- [What you should do]: Repeat the records in full, exactly.

- [Entries supplied]:
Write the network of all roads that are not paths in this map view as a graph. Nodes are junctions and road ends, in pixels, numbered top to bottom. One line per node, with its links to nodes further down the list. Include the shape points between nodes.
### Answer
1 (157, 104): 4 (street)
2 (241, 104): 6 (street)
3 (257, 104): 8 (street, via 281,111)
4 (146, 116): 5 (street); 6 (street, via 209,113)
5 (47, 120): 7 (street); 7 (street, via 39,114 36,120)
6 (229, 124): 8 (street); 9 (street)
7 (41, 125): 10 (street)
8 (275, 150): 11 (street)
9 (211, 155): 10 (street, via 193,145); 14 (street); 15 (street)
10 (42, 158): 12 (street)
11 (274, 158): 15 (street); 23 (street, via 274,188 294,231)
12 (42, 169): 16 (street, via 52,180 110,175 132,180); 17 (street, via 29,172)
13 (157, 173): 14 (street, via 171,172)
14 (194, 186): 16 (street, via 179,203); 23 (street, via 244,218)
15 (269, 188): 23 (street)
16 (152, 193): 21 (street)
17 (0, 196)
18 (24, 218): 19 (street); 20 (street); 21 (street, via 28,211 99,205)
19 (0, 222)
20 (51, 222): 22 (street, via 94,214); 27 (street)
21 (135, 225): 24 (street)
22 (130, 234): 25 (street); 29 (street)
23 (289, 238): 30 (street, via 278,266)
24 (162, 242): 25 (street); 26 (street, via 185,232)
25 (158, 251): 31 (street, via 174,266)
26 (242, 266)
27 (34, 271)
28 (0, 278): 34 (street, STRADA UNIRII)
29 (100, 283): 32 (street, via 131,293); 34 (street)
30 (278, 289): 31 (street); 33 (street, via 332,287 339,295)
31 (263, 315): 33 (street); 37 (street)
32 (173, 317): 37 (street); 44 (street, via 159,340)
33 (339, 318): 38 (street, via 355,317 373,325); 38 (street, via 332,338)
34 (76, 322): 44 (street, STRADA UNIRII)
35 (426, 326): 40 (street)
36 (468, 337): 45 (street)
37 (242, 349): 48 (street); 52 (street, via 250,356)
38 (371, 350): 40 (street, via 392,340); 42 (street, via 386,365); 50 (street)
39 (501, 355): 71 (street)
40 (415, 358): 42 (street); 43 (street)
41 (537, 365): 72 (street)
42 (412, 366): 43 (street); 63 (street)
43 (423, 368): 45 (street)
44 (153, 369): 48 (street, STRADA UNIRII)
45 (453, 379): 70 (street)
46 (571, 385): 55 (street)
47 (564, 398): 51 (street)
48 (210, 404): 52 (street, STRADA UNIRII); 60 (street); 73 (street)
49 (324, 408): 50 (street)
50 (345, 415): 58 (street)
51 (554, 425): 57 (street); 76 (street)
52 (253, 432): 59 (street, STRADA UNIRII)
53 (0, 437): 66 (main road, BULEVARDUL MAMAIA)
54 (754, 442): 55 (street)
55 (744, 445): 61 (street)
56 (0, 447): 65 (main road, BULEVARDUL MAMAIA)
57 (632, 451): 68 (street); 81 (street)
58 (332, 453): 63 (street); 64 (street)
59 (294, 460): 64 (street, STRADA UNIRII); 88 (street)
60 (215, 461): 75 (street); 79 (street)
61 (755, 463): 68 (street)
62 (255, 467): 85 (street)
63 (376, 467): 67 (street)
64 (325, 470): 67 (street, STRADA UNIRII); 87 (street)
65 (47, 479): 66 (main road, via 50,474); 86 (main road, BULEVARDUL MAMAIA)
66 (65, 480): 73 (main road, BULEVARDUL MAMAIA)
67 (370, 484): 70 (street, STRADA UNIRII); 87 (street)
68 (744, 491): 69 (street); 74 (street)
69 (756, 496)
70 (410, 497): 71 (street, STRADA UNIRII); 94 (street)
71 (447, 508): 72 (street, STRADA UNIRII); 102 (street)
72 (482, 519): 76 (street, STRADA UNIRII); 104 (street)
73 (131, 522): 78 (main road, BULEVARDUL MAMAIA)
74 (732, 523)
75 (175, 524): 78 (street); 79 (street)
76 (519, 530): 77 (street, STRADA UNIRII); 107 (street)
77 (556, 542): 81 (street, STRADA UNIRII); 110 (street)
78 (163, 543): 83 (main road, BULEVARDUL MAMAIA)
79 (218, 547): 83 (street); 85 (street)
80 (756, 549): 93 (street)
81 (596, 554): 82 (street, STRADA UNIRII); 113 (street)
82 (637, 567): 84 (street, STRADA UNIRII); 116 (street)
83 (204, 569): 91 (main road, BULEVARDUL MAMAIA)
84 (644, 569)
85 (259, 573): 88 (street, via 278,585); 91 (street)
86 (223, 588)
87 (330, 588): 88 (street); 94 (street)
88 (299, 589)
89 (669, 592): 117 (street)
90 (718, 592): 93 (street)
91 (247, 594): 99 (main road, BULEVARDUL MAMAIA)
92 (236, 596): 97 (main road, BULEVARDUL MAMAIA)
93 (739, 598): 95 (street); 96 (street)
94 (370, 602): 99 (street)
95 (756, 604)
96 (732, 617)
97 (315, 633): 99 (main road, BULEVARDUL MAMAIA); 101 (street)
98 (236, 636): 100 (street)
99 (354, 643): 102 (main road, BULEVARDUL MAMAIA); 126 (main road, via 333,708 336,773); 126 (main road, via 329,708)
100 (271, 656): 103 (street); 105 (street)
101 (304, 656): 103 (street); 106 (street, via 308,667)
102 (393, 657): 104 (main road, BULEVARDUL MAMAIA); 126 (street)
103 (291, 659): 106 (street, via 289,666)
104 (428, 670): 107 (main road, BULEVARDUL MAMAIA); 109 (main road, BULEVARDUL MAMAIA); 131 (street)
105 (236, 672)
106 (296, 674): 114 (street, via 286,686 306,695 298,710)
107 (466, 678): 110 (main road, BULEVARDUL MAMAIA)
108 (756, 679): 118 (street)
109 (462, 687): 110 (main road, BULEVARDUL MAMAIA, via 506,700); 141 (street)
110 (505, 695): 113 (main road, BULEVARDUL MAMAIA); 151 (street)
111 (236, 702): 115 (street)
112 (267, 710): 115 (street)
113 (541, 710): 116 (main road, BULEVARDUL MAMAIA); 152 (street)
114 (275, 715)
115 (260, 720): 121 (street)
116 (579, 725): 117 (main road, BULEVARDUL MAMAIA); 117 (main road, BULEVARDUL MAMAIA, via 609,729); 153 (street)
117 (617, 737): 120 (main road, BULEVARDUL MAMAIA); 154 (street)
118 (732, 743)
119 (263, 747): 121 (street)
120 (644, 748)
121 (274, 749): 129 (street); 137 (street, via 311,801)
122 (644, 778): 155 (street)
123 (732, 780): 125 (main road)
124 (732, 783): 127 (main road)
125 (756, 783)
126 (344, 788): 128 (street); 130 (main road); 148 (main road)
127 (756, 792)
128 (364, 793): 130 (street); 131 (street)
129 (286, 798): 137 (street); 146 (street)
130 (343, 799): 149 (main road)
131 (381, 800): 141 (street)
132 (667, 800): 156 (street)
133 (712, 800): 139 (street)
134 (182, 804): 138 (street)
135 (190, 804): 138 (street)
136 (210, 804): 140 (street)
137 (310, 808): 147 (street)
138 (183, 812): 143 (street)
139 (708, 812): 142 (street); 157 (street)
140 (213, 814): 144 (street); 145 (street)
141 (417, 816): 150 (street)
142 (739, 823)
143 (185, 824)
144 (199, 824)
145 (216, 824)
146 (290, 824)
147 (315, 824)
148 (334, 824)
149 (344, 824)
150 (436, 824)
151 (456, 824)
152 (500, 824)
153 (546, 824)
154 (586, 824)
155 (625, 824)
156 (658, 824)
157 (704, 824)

- [Solution to the problem]:
Write the network of all roads that are not paths in this map view as a graph. Nodes are junctions and road ends, in pixels, numbered top to bottom. One line per node, with its links to nodes further down the list. Include the shape points between nodes.
### Answer
1 (157, 104): 4 (street)
2 (241, 104): 6 (street)
3 (257, 104): 8 (street, via 281,111)
4 (146, 116): 5 (street); 6 (street, via 209,113)
5 (47, 120): 7 (street); 7 (street, via 39,114 36,120)
6 (229, 124): 8 (street); 9 (street)
7 (41, 125): 10 (street)
8 (275, 150): 11 (street)
9 (211, 155): 10 (street, via 193,145); 14 (street); 15 (street)
10 (42, 158): 12 (street)
11 (274, 158): 15 (street); 23 (street, via 274,188 294,231)
12 (42, 169): 16 (street, via 52,180 110,175 132,180); 17 (street, via 29,172)
13 (157, 173): 14 (street, via 171,172)
14 (194, 186): 16 (street, via 179,203); 23 (street, via 244,218)
15 (269, 188): 23 (street)
16 (152, 193): 21 (street)
17 (0, 196)
18 (24, 218): 19 (street); 20 (street); 21 (street, via 28,211 99,205)
19 (0, 222)
20 (51, 222): 22 (street, via 94,214); 27 (street)
21 (135, 225): 24 (street)
22 (130, 234): 25 (street); 29 (street)
23 (289, 238): 30 (street, via 278,266)
24 (162, 242): 25 (street); 26 (street, via 185,232)
25 (158, 251): 31 (street, via 174,266)
26 (242, 266)
27 (34, 271)
28 (0, 278): 34 (street, STRADA UNIRII)
29 (100, 283): 32 (street, via 131,293); 34 (street)
30 (278, 289): 31 (street); 33 (street, via 332,287 339,295)
31 (263, 315): 33 (street); 37 (street)
32 (173, 317): 37 (street); 44 (street, via 159,340)
33 (339, 318): 38 (street, via 355,317 373,325); 38 (street, via 332,338)
34 (76, 322): 44 (street, STRADA UNIRII)
35 (426, 326): 40 (street)
36 (468, 337): 45 (street)
37 (242, 349): 48 (street); 52 (street, via 250,356)
38 (371, 350): 40 (street, via 392,340); 42 (street, via 386,365); 50 (street)
39 (501, 355): 71 (street)
40 (415, 358): 42 (street); 43 (street)
41 (537, 365): 72 (street)
42 (412, 366): 43 (street); 63 (street)
43 (423, 368): 45 (street)
44 (153, 369): 48 (street, STRADA UNIRII)
45 (453, 379): 70 (street)
46 (571, 385): 55 (street)
47 (564, 398): 51 (street)
48 (210, 404): 52 (street, STRADA UNIRII); 60 (street); 73 (street)
49 (324, 408): 50 (street)
50 (345, 415): 58 (street)
51 (554, 425): 57 (street); 76 (street)
52 (253, 432): 59 (street, STRADA UNIRII)
53 (0, 437): 66 (main road, BULEVARDUL MAMAIA)
54 (754, 442): 55 (street)
55 (744, 445): 61 (street)
56 (0, 447): 65 (main road, BULEVARDUL MAMAIA)
57 (632, 451): 68 (street); 81 (street)
58 (332, 453): 63 (street); 64 (street)
59 (294, 460): 64 (street, STRADA UNIRII); 88 (street)
60 (215, 461): 75 (street); 79 (street)
61 (755, 463): 68 (street)
62 (255, 467): 85 (street)
63 (376, 467): 67 (street)
64 (325, 470): 67 (street, STRADA UNIRII); 87 (street)
65 (47, 479): 66 (main road, via 50,474); 86 (main road, BULEVARDUL MAMAIA)
66 (65, 480): 73 (main road, BULEVARDUL MAMAIA)
67 (370, 484): 70 (street, STRADA UNIRII); 87 (street)
68 (744, 491): 69 (street); 74 (street)
69 (756, 496)
70 (410, 497): 71 (street, STRADA UNIRII); 94 (street)
71 (447, 508): 72 (street, STRADA UNIRII); 102 (street)
72 (482, 519): 76 (street, STRADA UNIRII); 104 (street)
73 (131, 522): 78 (main road, BULEVARDUL MAMAIA)
74 (732, 523)
75 (175, 524): 78 (street); 79 (street)
76 (519, 530): 77 (street, STRADA UNIRII); 107 (street)
77 (556, 542): 81 (street, STRADA UNIRII); 110 (street)
78 (163, 543): 83 (main road, BULEVARDUL MAMAIA)
79 (218, 547): 83 (street); 85 (street)
80 (756, 549): 93 (street)
81 (596, 554): 82 (street, STRADA UNIRII); 113 (street)
82 (637, 567): 84 (street, STRADA UNIRII); 116 (street)
83 (204, 569): 91 (main road, BULEVARDUL MAMAIA)
84 (644, 569)
85 (259, 573): 88 (street, via 278,585); 91 (street)
86 (223, 588)
87 (330, 588): 88 (street); 94 (street)
88 (299, 589)
89 (669, 592): 117 (street)
90 (718, 592): 93 (street)
91 (247, 594): 99 (main road, BULEVARDUL MAMAIA)
92 (236, 596): 97 (main road, BULEVARDUL MAMAIA)
93 (739, 598): 95 (street); 96 (street)
94 (370, 602): 99 (street)
95 (756, 604)
96 (732, 617)
97 (315, 633): 99 (main road, BULEVARDUL MAMAIA); 101 (street)
98 (236, 636): 100 (street)
99 (354, 643): 102 (main road, BULEVARDUL MAMAIA); 126 (main road, via 333,708 336,773); 126 (main road, via 329,708)
100 (271, 656): 103 (street); 105 (street)
101 (304, 656): 103 (street); 106 (street, via 308,667)
102 (393, 657): 104 (main road, BULEVARDUL MAMAIA); 126 (street)
103 (291, 659): 106 (street, via 289,666)
104 (428, 670): 107 (main road, BULEVARDUL MAMAIA); 109 (main road, BULEVARDUL MAMAIA); 131 (street)
105 (236, 672)
106 (296, 674): 114 (street, via 286,686 306,695 298,710)
107 (466, 678): 110 (main road, BULEVARDUL MAMAIA)
108 (756, 679): 118 (street)
109 (462, 687): 110 (main road, BULEVARDUL MAMAIA, via 506,700); 141 (street)
110 (505, 695): 113 (main road, BULEVARDUL MAMAIA); 151 (street)
111 (236, 702): 115 (street)
112 (267, 710): 115 (street)
113 (541, 710): 116 (main road, BULEVARDUL MAMAIA); 152 (street)
114 (275, 715)
115 (260, 720): 121 (street)
116 (579, 725): 117 (main road, BULEVARDUL MAMAIA); 117 (main road, BULEVARDUL MAMAIA, via 609,729); 153 (street)
117 (617, 737): 120 (main road, BULEVARDUL MAMAIA); 154 (street)
118 (732, 743)
119 (263, 747): 121 (street)
120 (644, 748)
121 (274, 749): 129 (street); 137 (street, via 311,801)
122 (644, 778): 155 (street)
123 (732, 780): 125 (main road)
124 (732, 783): 127 (main road)
125 (756, 783)
126 (344, 788): 128 (street); 130 (main road); 148 (main road)
127 (756, 792)
128 (364, 793): 130 (street); 131 (street)
129 (286, 798): 137 (street); 146 (street)
130 (343, 799): 149 (main road)
131 (381, 800): 141 (street)
132 (667, 800): 156 (street)
133 (712, 800): 139 (street)
134 (182, 804): 138 (street)
135 (190, 804): 138 (street)
136 (210, 804): 140 (street)
137 (310, 808): 147 (street)
138 (183, 812): 143 (street)
139 (708, 812): 142 (street); 157 (street)
140 (213, 814): 144 (street); 145 (street)
141 (417, 816): 150 (street)
142 (739, 823)
143 (185, 824)
144 (199, 824)
145 (216, 824)
146 (290, 824)
147 (315, 824)
148 (334, 824)
149 (344, 824)
150 (436, 824)
151 (456, 824)
152 (500, 824)
153 (546, 824)
154 (586, 824)
155 (625, 824)
156 (658, 824)
157 (704, 824)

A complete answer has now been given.